**AIM OF THE TASK:** Your answer is to be every line of the material that includes the string "Write".

**DATA EXTRACTS:**
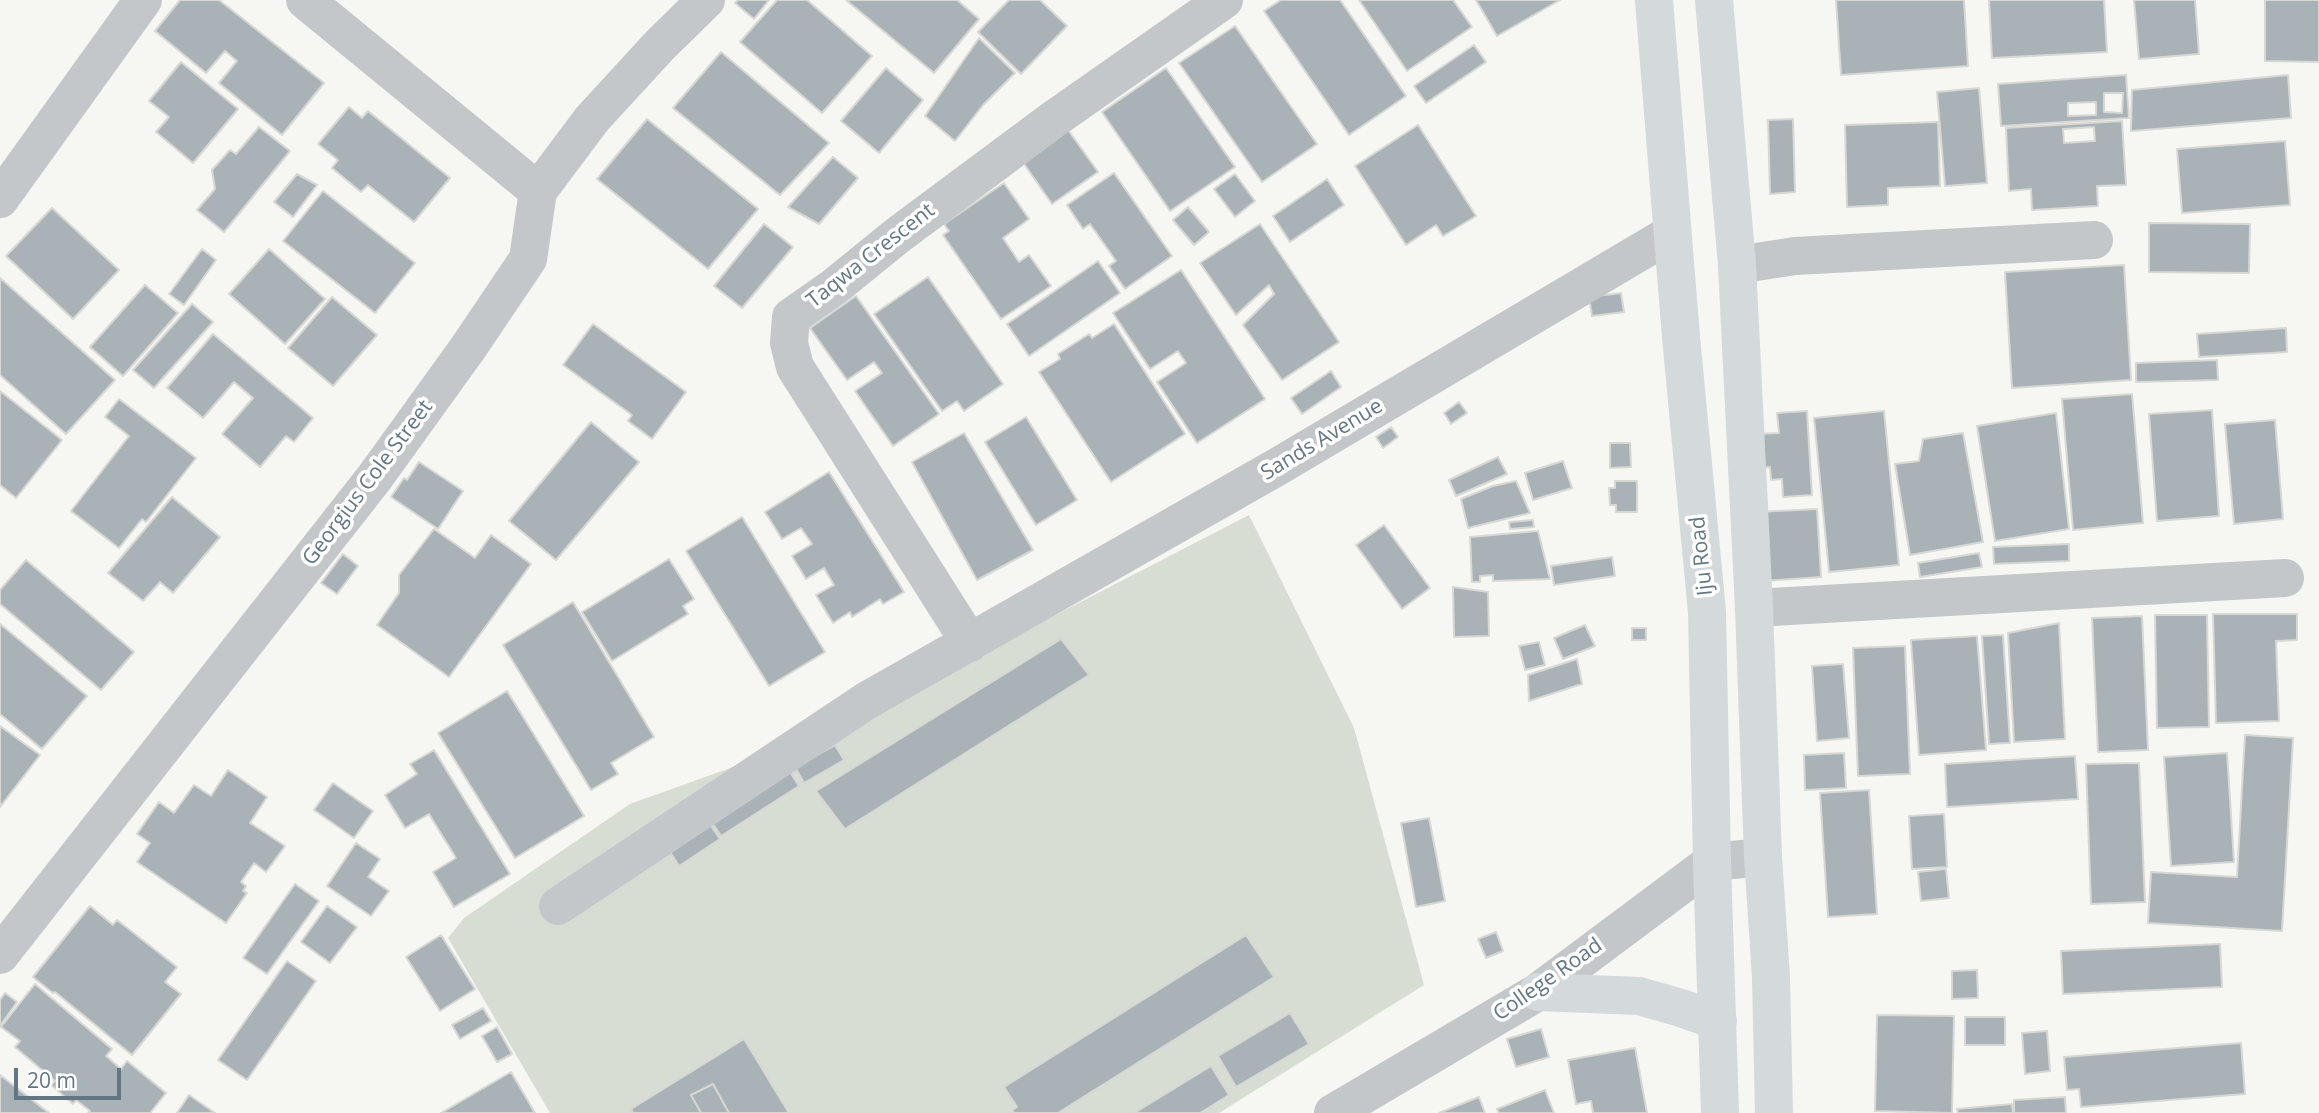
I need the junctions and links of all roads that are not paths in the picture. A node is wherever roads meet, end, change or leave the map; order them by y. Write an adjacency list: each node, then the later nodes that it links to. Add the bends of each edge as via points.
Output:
1 (143, 0): 8 (street)
2 (305, 0): 7 (street)
3 (706, 0): 7 (street, Georgius Cole Street, via 592,119)
4 (1224, 0): 14 (street, Taqwa Crescent, via 1054,119 791,317 789,342 795,368)
5 (1654, 0): 9 (main road, Iju Road)
6 (1714, 0): 11 (main road)
7 (538, 191): 18 (street, Georgius Cole Street, via 528,259 468,348 376,477)
8 (0, 199)
9 (1672, 233): 14 (street, Sands Avenue); 16 (main road, Iju Road, via 1707,612)
10 (2094, 240): 11 (street, via 1795,256)
11 (1737, 265): 13 (main road)
12 (2285, 578): 13 (street)
13 (1754, 608): 15 (main road)
14 (970, 643): 17 (street, Sands Avenue, via 866,701)
15 (1763, 857): 16 (street); 23 (main road)
16 (1712, 862): 19 (street, College Road); 20 (main road, Iju Road)
17 (558, 906)
18 (0, 955)
19 (1538, 992): 20 (main road, via 1639,996); 21 (street, College Road)
20 (1718, 1021): 22 (main road, Iju Road)
21 (1333, 1113)
22 (1720, 1113)
23 (1774, 1113)

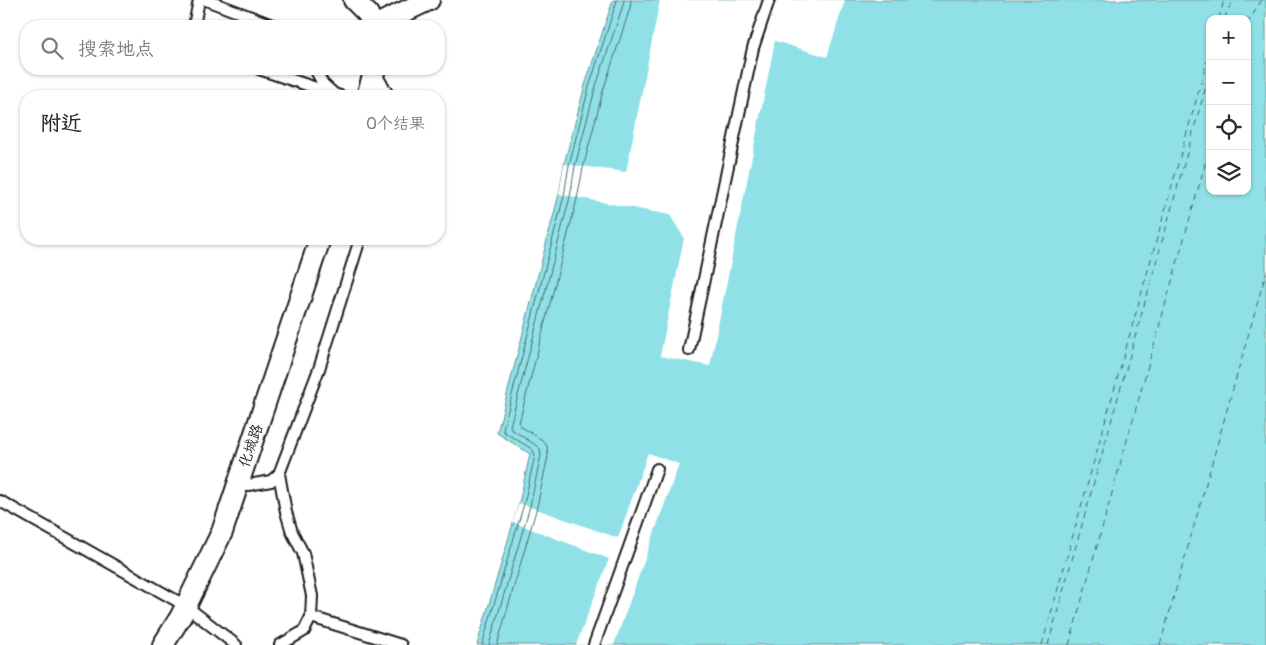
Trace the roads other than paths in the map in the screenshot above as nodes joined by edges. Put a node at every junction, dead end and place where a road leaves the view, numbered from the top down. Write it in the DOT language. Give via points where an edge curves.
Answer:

**EXPECTED ANSWER:**
I need the junctions and links of all roads that are not paths in the picture. A node is wherever roads meet, end, change or leave the map; order them by y. Write an adjacency list: each node, then the later nodes that it links to. Add the bends of each edge as via points.
Trace the roads other than paths in the map in the screenshot above as nodes joined by edges. Put a node at every junction, dead end and place where a road leaves the view, numbered from the top down. Write it in the DOT language. Give via points where an edge curves.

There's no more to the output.